Ma doué, revoilà Trégor !

Ah, celui-là, vous ne pourrez pas dire que vous ne l’aviez pas vu venir : cela fait des mois et des mois qu’il est mentionné sur notre planning. Pour tout dire, même, ne voyant plus guère d’agitation du côté de la filiale JdR de chez Mnémos, on s’apprêtait presque à le retirer pensant le projet avorté.

Mais non, c’est désormais officiel : Trégor va prochainement ressortir dans une version très, très augmentée chez Mnémos, donc.

Très quoi ?

OK, jeunes gens, je vois ce que c’est. Laissez-moi le temps de rechausser mes verres progressifs et de rallumer ma pipe et je vais vous conter cette histoire que les rôlistes de moins de 40 ans ont peu de chances de connaître.

Dans les années 1980, il y a bien peu de choix pour les rôlistes francophones qui veulent, dans leur langue maternelle, accéder à des univers medfan faits pour le JdR. Les settings AD&D sont souvent emberlificotés dans des histoires de droits et de traduction, Runequest n’est traduit au compte-goutte qu’à partir de 1987, MERP à peu près aux mêmes dates et rythme et les créateurs francophones ont déjà un goût marqué pour des univers historiques ou, au moins, assez éloignés des standards du dungeonverse.
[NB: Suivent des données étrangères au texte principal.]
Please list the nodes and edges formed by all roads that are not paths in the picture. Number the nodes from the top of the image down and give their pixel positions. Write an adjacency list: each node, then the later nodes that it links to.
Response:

C’est dans ce cadre restreint que paraît alors un univers dit générique nommé Trégor. Il est l’œuvre de Paul Chion, alors mieux connu comme rédacteur en chef du magazine Dragon Radieux. L’univers y a d’ailleurs été développé au fil des articles publiés dans la revue, façon rubrique régulière et ce dès le numéro un paru en 1985.
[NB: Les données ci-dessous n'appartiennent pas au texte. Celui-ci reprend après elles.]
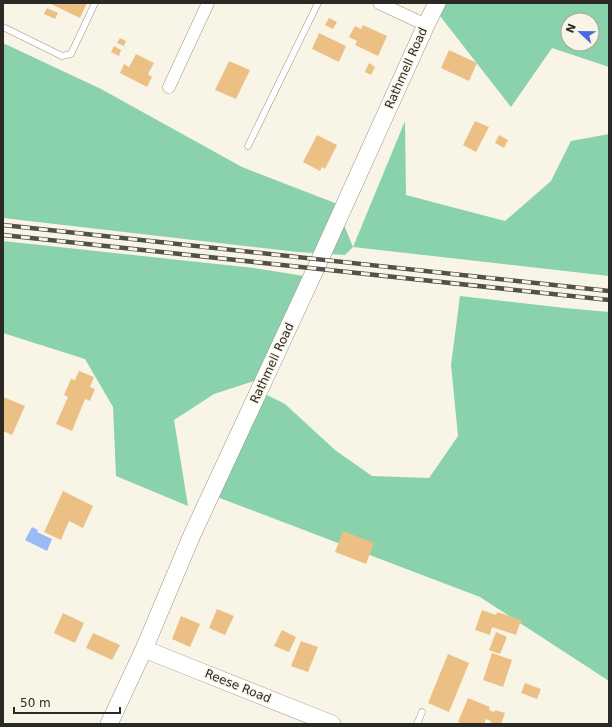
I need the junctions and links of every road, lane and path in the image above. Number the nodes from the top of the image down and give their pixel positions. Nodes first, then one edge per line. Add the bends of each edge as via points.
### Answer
1 (95, 3) edge
2 (208, 3) edge
3 (318, 3) edge
4 (379, 3) edge
5 (437, 3) edge
6 (426, 25) junction
7 (3, 27) edge
8 (169, 87) dead end
9 (248, 146) dead end
10 (144, 648) junction
11 (422, 712) dead end
12 (109, 724) edge
13 (332, 724) edge
14 (417, 724) edge

1 - 7 lane via 71,54 62,56
2 - 8 street
3 - 9 lane
4 - 6 street
5 - 6 street, Rathmell Road
6 - 10 street, Rathmell Road via 192,535
10 - 12 street, Rathmell Road
10 - 13 street, Reese Road
11 - 14 lane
Il a aussi fait l’objet de trois livrets sous couverture rigide, une présentation d’ensemble, sorte de livre de base avec deux scénarios et même une fiche de personnage puis  un célèbre atlas et une campagne en six épisodes. Le tout, donc, aux éphémères Éditions du Dragons Radieux, les bien nommées.
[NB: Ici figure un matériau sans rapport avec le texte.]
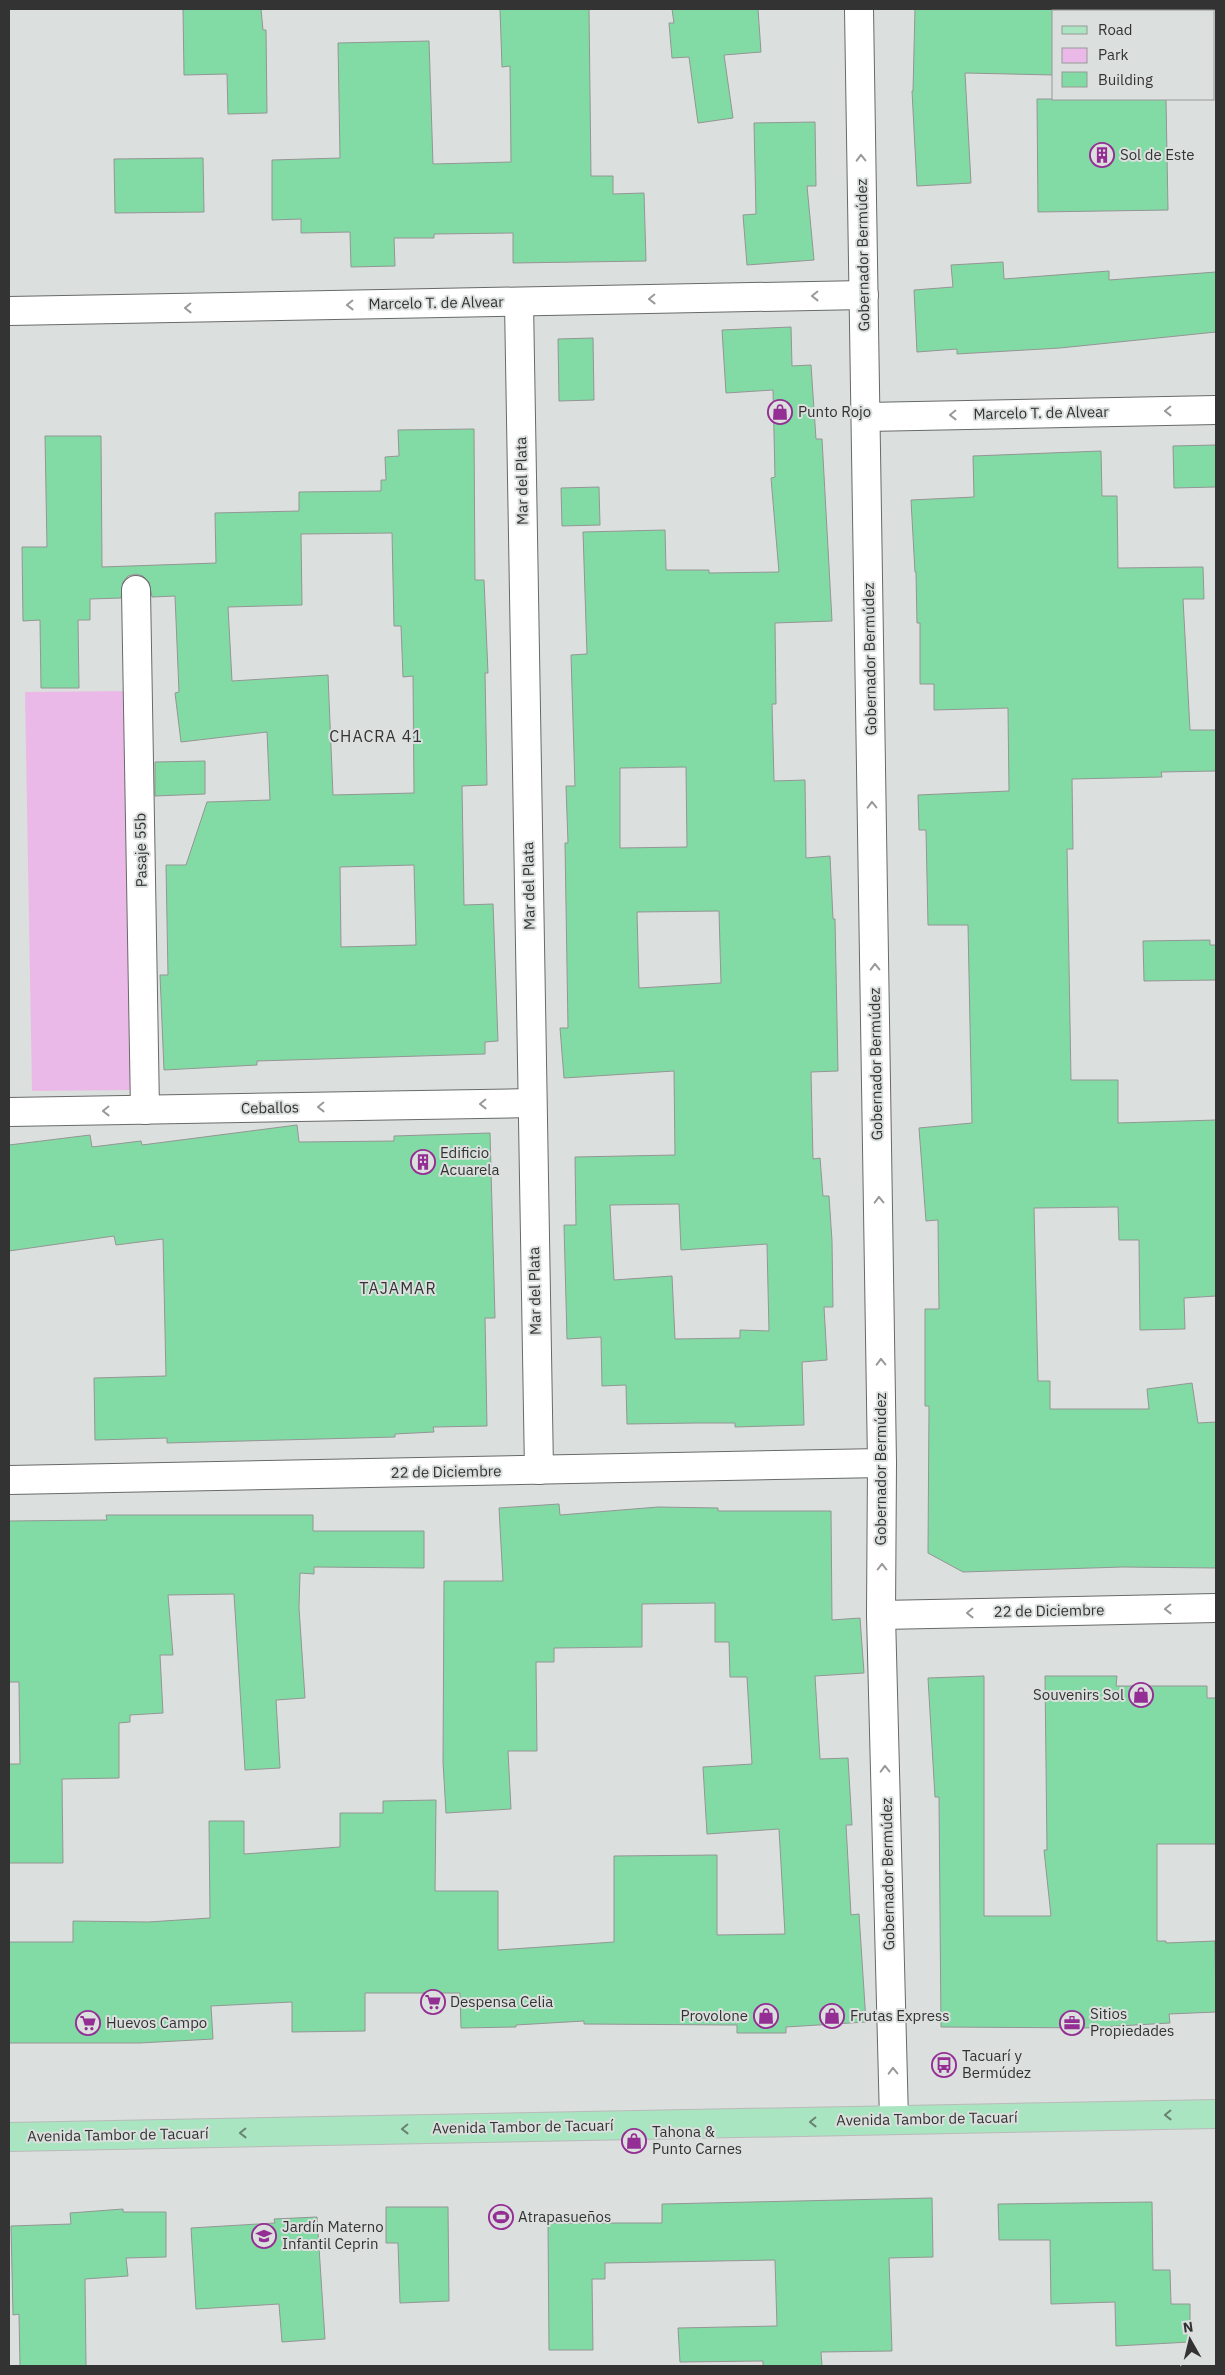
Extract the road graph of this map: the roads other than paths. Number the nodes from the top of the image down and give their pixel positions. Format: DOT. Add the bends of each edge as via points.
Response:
graph roads {
  1 [pos="859,9"];
  2 [pos="864,295"];
  3 [pos="519,302"];
  4 [pos="9,311"];
  5 [pos="1216,410"];
  6 [pos="866,416"];
  7 [pos="136,590"];
  8 [pos="532,1103"];
  9 [pos="145,1110"];
  10 [pos="9,1112"];
  11 [pos="882,1464"];
  12 [pos="538,1470"];
  13 [pos="9,1480"];
  14 [pos="1216,1608"];
  15 [pos="881,1615"];
  16 [pos="1216,2114"];
  17 [pos="894,2120"];
  18 [pos="9,2137"];
  2 -- 1 [label="street, Gobernador Bermúdez, one-way"];
  2 -- 3 [label="street, Marcelo T. de Alvear, one-way"];
  2 -- 6 [label="street, Gobernador Bermúdez"];
  3 -- 4 [label="street, Marcelo T. de Alvear, one-way"];
  3 -- 8 [label="street, Mar del Plata"];
  5 -- 6 [label="street, Marcelo T. de Alvear, one-way"];
  11 -- 6 [label="street, Gobernador Bermúdez, one-way"];
  7 -- 9 [label="street, Pasaje 55b"];
  8 -- 9 [label="street, Ceballos, one-way"];
  8 -- 12 [label="street, Mar del Plata"];
  9 -- 10 [label="street, Ceballos, one-way"];
  11 -- 12 [label="street, 22 de Diciembre"];
  15 -- 11 [label="street, Gobernador Bermúdez, one-way"];
  12 -- 13 [label="street, 22 de Diciembre"];
  14 -- 15 [label="street, 22 de Diciembre, one-way"];
  17 -- 15 [label="street, Gobernador Bermúdez, one-way"];
  16 -- 17 [label="main road, Avenida Tambor de Tacuarí, one-way"];
  17 -- 18 [label="main road, Avenida Tambor de Tacuarí, one-way"];
}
Qu’on ne s’y trompe pas, d’ailleurs, malgré son nom qui fleure bon la galette de blé noir et les embruns, Trégor est vraiment un univers medfan des plus classiques avec, peut-être, un petit tropisme du côté de chez Tolkien, en tout indiscutablement une touche low fantasy et une volonté d’atteindre un certain niveau de réalisme. Cette impression est renforcée par l’ajout d’un très gros appareil cartographique signé du grand spécialiste du genre à l’époque, Patrick Durand-Peyrolles (par ailleurs créateur de la fameuse carte de Laelith). C’est même, à vrai dire, la seule chose qui fait vraiment connaître l’univers de jeu à l’époque, des cartos d’aussi belle facture étant alors très rares.

En termes de système de jeu, c’était officiellement à l’époque du « générique » : « convient à tout jeu médiéval fantastique » comme on disait à l’époque… A noter tout de même que l’univers de jeu était livré avec quelques éléments d’un système de substitution, au cas où.

Mnémos ambitionne de donner un tout autre souffle à cet univers. A part les cartos de Durand-Peyrolles,  apparemment reprises en version colorisées, il ne reste plus grand choses des livrets noir et blanc aux couvertures d’un goût douteux. A la place, on devrait avoir, si le foulancement se passe bien, toute une gamme de fort beaux ouvrages tout couleurs.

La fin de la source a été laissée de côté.